Synthesis of a Heparan Sulfate Mimetic Library Targeting FGF and VEGF via Click Chemistry on a Monosaccharide Template

A disulfated methyl 6‐azido‐6‐deoxy‐α‐D‐mannopyranoside template was used as a core structure for binding to the angiogenic growth factors FGF‐1, FGF‐2, and VEGF. The core structure was diversified in a rapid, parallel manner by employing the CuI‐catalyzed Huisgen azide–alkyne cycloaddition (“click”) reaction. The diversity was further extended by incorporating a Swern oxidation–Wittig reaction sequence on a click adduct of propargyl alcohol. Thus, the sulfated core was linked by various spacers to selected hydrophobic or polar motifs, which were designed to probe the protein surface surrounding the cationic heparan sulfate binding sites of the growth factors in order to improve affinity and selectivity. The affinities of the compounds for the growth factors were measured by surface plasmon resonance solution affinity assays.
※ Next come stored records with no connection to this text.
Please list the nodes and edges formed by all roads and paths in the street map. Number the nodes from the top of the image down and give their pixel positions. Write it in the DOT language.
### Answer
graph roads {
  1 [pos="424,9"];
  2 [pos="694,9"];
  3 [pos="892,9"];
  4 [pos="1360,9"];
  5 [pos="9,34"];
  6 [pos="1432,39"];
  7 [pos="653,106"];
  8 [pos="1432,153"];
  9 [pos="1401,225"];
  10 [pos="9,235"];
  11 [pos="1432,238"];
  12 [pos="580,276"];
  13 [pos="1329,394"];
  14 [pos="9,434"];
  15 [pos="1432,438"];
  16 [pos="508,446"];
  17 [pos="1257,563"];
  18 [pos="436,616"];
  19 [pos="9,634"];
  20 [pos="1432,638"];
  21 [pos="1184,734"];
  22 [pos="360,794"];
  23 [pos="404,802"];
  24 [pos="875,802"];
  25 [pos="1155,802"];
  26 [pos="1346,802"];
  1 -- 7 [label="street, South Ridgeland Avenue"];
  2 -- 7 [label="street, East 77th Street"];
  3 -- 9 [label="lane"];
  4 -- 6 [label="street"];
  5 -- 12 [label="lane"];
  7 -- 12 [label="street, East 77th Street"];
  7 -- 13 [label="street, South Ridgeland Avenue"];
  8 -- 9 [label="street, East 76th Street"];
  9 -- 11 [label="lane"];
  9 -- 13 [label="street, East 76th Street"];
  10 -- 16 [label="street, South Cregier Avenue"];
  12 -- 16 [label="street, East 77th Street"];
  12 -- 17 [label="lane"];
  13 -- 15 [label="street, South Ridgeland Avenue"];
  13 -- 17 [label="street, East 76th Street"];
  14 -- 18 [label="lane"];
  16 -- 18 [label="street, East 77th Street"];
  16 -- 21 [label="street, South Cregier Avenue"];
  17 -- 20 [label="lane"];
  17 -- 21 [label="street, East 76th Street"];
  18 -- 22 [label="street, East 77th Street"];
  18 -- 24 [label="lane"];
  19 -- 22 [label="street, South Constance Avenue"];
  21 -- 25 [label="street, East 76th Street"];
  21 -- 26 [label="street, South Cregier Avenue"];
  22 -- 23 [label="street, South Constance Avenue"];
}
A lead compound was identified with micromolar binding affinity toward both FGF‐1 and VEGF (Kd=84 and 49 μM, respectively) and good selectivity over FGF‐2 (29‐ and 51‐fold, respectively). Library of science: A disulfated mannoside template was derivatized—by click chemistry or sequential click, Swern oxidation, and Wittig olefination—for binding to FGF‐1 and/or VEGF. A lead compound was identified with micromolar binding affinity toward both FGF‐1 and VEGF (Kd=84 and 49 μM, respectively) and good selectivity over FGF‐2 (29‐ and 51‐fold, respectively).